## GIVEN RECORDS
===============

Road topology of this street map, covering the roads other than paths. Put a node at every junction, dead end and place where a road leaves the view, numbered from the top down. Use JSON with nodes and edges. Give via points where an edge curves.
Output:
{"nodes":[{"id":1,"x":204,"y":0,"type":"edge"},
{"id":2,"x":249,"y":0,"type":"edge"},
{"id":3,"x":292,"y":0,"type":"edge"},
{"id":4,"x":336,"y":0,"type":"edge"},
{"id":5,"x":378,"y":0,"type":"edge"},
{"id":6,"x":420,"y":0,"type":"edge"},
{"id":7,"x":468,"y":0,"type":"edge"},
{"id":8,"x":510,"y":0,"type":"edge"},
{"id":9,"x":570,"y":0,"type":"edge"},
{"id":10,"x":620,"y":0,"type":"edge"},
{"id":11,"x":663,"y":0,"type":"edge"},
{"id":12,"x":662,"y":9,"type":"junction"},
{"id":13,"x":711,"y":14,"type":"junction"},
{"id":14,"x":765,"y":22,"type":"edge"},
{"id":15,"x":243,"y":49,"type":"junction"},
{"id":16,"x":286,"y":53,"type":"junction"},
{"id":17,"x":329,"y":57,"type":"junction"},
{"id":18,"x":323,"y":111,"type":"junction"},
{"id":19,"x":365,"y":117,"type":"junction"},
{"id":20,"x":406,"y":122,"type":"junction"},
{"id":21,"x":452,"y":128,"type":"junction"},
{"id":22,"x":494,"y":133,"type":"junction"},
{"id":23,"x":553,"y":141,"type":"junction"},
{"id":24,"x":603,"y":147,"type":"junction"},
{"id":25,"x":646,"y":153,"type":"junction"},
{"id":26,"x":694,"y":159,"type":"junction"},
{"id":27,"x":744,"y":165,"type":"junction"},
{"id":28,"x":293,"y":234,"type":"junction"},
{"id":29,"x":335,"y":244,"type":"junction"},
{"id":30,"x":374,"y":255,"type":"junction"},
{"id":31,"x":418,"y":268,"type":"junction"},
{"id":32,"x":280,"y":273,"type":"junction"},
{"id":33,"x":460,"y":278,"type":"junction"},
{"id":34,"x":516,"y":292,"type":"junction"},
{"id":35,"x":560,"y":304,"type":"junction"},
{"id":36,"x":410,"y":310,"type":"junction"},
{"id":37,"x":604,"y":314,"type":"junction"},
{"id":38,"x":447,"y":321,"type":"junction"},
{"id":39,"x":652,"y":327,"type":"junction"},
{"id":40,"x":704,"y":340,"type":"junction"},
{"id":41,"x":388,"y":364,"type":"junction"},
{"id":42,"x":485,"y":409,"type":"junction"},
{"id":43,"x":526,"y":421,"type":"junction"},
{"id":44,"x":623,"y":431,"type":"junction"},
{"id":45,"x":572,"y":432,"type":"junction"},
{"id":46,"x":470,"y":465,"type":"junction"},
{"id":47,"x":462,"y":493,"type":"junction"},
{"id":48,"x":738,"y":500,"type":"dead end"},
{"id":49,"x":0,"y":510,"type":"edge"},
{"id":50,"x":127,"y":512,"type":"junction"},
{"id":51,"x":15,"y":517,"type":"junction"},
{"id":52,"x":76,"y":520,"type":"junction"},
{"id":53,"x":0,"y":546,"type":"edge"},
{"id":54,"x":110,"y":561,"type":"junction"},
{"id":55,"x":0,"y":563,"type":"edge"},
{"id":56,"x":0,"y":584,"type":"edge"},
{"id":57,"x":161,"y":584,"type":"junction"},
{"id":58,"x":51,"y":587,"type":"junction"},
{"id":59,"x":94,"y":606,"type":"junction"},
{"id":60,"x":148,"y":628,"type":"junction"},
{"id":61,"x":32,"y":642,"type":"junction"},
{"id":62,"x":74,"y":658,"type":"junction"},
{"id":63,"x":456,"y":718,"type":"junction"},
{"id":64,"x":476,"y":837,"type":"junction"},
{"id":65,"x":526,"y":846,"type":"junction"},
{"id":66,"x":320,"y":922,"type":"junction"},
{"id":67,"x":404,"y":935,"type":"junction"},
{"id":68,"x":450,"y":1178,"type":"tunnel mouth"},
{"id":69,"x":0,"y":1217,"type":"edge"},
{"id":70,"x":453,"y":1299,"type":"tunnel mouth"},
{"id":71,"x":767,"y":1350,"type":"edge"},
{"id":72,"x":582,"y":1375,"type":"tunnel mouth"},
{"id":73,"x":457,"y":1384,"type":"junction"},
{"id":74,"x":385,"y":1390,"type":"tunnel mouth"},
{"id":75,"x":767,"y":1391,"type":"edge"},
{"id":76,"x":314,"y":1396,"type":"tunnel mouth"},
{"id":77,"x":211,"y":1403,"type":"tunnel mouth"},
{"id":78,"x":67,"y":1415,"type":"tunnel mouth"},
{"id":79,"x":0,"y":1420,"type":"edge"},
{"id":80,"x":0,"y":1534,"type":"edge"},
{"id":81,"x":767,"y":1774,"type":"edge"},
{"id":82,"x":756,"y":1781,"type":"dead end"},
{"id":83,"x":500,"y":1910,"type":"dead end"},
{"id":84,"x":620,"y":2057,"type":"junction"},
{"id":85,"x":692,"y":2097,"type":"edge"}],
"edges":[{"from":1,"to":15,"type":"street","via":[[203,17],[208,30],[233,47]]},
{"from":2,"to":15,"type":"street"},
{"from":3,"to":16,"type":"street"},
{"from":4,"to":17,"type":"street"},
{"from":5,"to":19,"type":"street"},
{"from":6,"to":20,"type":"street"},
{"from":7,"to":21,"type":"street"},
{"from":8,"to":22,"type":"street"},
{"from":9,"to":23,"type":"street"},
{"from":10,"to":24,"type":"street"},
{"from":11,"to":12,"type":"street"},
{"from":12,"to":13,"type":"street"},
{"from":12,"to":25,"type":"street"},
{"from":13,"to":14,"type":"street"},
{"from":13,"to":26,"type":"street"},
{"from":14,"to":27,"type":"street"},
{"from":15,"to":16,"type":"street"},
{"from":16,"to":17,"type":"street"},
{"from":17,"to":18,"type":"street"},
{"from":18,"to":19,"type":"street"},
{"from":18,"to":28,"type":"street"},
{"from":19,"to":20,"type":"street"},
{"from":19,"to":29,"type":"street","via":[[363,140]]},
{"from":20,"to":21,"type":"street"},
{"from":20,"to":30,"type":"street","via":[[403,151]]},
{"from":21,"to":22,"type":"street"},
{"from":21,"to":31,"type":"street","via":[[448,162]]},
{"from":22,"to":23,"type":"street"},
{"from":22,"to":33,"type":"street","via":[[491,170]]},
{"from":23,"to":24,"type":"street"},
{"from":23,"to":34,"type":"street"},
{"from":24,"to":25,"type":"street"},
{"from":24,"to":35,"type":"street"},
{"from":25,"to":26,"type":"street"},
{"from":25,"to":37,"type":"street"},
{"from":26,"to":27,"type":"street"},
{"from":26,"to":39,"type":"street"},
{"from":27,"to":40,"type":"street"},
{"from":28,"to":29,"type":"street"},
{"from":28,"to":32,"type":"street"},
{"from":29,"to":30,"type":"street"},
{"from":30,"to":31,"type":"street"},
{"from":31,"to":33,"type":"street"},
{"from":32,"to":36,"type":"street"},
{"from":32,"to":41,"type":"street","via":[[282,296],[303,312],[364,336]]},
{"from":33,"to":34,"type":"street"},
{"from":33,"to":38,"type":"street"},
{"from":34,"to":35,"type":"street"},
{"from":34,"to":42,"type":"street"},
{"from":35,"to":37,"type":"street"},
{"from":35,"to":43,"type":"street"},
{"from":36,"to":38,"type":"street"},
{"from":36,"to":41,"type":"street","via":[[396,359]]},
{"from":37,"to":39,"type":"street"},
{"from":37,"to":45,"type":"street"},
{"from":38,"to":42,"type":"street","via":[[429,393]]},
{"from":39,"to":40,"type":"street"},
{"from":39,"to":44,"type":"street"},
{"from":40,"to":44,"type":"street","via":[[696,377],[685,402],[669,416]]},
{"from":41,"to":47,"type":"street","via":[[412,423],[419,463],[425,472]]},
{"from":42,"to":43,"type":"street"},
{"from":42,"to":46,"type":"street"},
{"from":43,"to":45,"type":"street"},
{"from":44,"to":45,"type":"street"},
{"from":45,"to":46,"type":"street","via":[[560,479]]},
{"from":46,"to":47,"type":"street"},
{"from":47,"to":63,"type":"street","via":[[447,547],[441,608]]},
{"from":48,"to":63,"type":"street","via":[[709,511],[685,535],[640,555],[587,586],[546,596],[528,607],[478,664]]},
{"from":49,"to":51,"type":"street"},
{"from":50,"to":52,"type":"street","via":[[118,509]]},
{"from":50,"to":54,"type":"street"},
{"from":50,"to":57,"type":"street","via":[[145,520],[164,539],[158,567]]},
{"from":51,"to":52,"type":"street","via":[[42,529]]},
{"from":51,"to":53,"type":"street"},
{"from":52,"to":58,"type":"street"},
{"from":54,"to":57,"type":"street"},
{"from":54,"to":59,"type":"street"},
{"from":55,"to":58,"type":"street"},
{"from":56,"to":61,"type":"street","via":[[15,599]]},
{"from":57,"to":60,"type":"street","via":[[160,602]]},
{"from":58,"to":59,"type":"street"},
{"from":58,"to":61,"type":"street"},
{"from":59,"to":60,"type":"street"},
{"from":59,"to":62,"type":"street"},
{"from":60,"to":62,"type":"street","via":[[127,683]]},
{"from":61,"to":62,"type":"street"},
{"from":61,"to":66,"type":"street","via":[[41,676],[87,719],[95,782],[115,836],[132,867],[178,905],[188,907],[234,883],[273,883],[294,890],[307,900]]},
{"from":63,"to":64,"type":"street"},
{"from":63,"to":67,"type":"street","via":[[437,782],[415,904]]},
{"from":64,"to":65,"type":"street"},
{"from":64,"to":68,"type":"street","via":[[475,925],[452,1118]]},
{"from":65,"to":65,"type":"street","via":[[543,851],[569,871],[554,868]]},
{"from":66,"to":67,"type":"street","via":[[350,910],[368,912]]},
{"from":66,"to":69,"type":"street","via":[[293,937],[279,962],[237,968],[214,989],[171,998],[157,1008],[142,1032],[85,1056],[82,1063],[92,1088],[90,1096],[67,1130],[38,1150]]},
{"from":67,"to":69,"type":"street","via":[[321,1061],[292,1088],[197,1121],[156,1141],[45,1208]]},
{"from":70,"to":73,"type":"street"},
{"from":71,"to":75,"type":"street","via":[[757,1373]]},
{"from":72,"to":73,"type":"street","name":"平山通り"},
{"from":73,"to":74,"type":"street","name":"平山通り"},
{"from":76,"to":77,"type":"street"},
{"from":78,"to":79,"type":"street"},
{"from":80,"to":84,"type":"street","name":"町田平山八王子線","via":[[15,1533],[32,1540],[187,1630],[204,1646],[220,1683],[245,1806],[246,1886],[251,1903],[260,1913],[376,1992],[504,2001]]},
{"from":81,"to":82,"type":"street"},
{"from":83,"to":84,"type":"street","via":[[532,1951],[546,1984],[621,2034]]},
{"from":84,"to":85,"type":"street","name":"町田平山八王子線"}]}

===============

## TASK ITEM
If a line in the data above holds the string "町田平山八王子線", report that line.

## SOLVED EXERCISE
{"from":80,"to":84,"type":"street","name":"町田平山八王子線","via":[[15,1533],[32,1540],[187,1630],[204,1646],[220,1683],[245,1806],[246,1886],[251,1903],[260,1913],[376,1992],[504,2001]]},
{"from":84,"to":85,"type":"street","name":"町田平山八王子線"}]}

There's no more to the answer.